Content starts

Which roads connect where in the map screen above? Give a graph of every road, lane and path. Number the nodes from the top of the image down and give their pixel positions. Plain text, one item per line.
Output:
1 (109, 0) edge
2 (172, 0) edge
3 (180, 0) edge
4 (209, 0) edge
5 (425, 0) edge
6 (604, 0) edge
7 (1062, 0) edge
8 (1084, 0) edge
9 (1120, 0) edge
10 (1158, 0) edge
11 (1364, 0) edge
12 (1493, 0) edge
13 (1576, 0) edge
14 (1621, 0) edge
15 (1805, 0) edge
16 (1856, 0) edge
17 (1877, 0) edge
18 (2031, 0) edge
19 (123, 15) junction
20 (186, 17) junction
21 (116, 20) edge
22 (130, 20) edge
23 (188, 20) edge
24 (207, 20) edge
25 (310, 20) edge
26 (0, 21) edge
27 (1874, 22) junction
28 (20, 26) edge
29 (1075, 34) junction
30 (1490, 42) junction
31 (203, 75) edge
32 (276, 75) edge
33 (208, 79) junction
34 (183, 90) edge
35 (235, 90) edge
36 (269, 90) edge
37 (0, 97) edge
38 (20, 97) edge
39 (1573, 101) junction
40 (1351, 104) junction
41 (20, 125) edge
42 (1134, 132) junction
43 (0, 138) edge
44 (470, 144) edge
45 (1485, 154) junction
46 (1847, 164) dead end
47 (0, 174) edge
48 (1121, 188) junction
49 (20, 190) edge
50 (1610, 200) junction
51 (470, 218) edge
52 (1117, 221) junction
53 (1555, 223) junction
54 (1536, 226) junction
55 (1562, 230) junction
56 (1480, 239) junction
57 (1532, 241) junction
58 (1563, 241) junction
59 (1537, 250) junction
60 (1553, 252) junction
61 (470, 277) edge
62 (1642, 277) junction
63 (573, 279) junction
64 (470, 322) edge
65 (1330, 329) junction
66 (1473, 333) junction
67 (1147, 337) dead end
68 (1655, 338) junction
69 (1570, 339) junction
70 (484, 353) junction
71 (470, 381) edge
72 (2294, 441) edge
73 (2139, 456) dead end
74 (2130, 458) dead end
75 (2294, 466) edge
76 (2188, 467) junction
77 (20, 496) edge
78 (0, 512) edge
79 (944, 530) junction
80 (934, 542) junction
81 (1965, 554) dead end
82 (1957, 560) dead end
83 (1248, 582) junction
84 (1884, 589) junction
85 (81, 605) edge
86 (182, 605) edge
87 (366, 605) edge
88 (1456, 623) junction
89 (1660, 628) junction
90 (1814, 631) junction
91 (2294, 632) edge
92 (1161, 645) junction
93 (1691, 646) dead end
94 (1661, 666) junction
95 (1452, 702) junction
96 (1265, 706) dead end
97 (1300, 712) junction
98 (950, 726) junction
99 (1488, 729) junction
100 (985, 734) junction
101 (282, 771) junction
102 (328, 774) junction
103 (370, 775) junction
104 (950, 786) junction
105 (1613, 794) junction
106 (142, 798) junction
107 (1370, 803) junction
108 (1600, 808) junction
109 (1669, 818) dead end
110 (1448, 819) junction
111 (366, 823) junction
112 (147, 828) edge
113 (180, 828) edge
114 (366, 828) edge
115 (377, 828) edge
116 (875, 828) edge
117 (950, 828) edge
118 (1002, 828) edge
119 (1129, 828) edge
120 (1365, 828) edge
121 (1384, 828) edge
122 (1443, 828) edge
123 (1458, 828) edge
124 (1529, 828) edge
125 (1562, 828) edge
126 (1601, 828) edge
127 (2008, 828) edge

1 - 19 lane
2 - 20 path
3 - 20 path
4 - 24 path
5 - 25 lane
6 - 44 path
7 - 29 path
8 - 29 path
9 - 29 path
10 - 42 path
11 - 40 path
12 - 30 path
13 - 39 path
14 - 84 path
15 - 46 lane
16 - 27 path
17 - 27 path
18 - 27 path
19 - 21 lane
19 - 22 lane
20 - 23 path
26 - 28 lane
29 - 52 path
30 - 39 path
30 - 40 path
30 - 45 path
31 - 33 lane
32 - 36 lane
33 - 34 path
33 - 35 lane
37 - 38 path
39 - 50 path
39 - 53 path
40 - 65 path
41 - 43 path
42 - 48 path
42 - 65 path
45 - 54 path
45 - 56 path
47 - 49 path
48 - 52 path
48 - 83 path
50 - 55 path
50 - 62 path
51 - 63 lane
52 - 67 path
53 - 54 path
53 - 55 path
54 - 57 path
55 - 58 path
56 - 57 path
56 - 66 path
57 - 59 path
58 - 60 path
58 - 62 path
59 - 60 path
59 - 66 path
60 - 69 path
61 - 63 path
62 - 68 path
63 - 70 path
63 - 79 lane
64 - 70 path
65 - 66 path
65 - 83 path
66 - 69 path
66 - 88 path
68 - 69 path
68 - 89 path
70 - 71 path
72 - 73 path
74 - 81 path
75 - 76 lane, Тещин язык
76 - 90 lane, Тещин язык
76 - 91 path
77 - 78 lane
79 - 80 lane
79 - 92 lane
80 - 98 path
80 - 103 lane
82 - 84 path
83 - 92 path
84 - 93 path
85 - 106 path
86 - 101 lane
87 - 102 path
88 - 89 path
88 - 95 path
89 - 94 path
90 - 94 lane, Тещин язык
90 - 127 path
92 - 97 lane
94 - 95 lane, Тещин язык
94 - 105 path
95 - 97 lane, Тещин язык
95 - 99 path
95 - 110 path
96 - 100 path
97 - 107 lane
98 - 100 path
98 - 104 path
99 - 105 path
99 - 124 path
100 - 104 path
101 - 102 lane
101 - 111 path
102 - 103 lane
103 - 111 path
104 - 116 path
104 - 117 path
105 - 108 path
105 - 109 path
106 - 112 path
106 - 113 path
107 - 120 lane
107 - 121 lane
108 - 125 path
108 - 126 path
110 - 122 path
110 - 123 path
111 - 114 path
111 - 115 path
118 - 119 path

Content ends

The response must give every line from the material above that holds the string "Тещин".

§ **RESPONSE TO THE EXERCISE**
75 - 76 lane, Тещин язык
76 - 90 lane, Тещин язык
90 - 94 lane, Тещин язык
94 - 95 lane, Тещин язык
95 - 97 lane, Тещин язык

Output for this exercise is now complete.